Overcrowding in hospitals in the Japanese capital due to the Coronavirus and the inability to allocate additional resources if necessary, the Tokyo Medical Practitioners Association warned. This was reported by the Evening Standard, as well as an appeal by Japanese doctors to the country’s authorities to cancel the Olympics and draw the attention of the IOC that in case of an increase in mortality due to the Games, “Japan will bear the maximum responsibility.”

The capital of the Land of the Rising Sun was chosen by the IOC three times to host the Summer Olympic Games, but each time force majeure intervened.
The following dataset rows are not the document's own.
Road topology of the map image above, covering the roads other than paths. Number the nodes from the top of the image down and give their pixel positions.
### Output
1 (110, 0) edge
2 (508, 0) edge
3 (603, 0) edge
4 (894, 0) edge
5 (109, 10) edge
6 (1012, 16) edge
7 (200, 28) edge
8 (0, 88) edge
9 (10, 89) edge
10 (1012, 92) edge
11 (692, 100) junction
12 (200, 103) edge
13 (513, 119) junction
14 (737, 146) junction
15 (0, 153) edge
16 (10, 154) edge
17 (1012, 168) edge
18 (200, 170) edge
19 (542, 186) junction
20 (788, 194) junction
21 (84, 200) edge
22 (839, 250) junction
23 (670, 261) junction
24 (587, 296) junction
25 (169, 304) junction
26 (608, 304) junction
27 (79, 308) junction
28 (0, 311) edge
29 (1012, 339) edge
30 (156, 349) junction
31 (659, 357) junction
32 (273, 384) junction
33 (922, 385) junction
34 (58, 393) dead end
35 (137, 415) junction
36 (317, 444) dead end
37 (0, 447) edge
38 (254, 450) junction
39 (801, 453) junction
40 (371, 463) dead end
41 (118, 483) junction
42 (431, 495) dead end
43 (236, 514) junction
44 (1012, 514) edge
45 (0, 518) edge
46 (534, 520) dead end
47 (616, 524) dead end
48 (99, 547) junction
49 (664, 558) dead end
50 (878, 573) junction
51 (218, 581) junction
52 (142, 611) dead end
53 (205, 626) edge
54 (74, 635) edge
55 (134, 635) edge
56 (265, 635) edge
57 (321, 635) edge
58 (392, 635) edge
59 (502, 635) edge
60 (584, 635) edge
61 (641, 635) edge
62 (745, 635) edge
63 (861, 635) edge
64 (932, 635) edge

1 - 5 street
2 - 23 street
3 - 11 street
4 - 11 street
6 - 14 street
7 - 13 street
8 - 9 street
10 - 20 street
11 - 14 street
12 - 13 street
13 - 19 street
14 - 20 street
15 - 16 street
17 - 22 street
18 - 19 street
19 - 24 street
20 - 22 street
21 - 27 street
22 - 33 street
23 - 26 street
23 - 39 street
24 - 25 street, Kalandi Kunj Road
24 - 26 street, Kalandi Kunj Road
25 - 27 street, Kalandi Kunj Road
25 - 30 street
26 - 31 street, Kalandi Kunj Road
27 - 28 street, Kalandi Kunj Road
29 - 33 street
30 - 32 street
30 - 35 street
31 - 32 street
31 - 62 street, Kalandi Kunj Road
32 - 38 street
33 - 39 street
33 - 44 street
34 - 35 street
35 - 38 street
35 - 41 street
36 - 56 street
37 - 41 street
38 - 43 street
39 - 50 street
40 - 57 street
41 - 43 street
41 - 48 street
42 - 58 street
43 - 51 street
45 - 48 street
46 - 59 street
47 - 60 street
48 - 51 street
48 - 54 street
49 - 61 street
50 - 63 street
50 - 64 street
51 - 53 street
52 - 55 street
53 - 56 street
Tokyo could have first hosted the Summer Olympics in 1940, beating Barcelona, ​​Rome and Helsinki and after the 1936 Olympic Games in Berlin it was announced that the next Games would take place in Asia. However, these plans were not destined to come true due to the fact that in 1937 Japan got involved in the Sino-Japanese War, which lasted until 1945.

The 1964 Summer Olympics became for Tokyo a symbol of the country’s rebirth after the bombing of Hiroshima and Nagasaki. With the holding of these Games, Japan wanted to demonstrate to the whole world that it had risen from the ashes, and also the fortitude and cohesion of the entire Japanese people. However, this summer an unprecedented drought hit Japan, and the start of the Olympics had to be postponed for three months – till October 10.

It was announced in September 2013 that the XXXII Summer Olympics will be held in Tokyo. However, in the year planned for these Games in 2020, not only the Olympic Games suffered from the COVID-19 pandemic, but absolutely all sports competitions, including the stages of the World Cup and the European Football Championship. The world of sports and in general the global populations have not yet had to face such a disaster.

Nevertheless, the author would like to hope that the XXXII Summer Olympics will be successful both for world sports and for the athletes themselves, and for Japan.

Vladimir Platov, expert on the Middle East, exclusively for the online magazine “New Eastern Outlook”.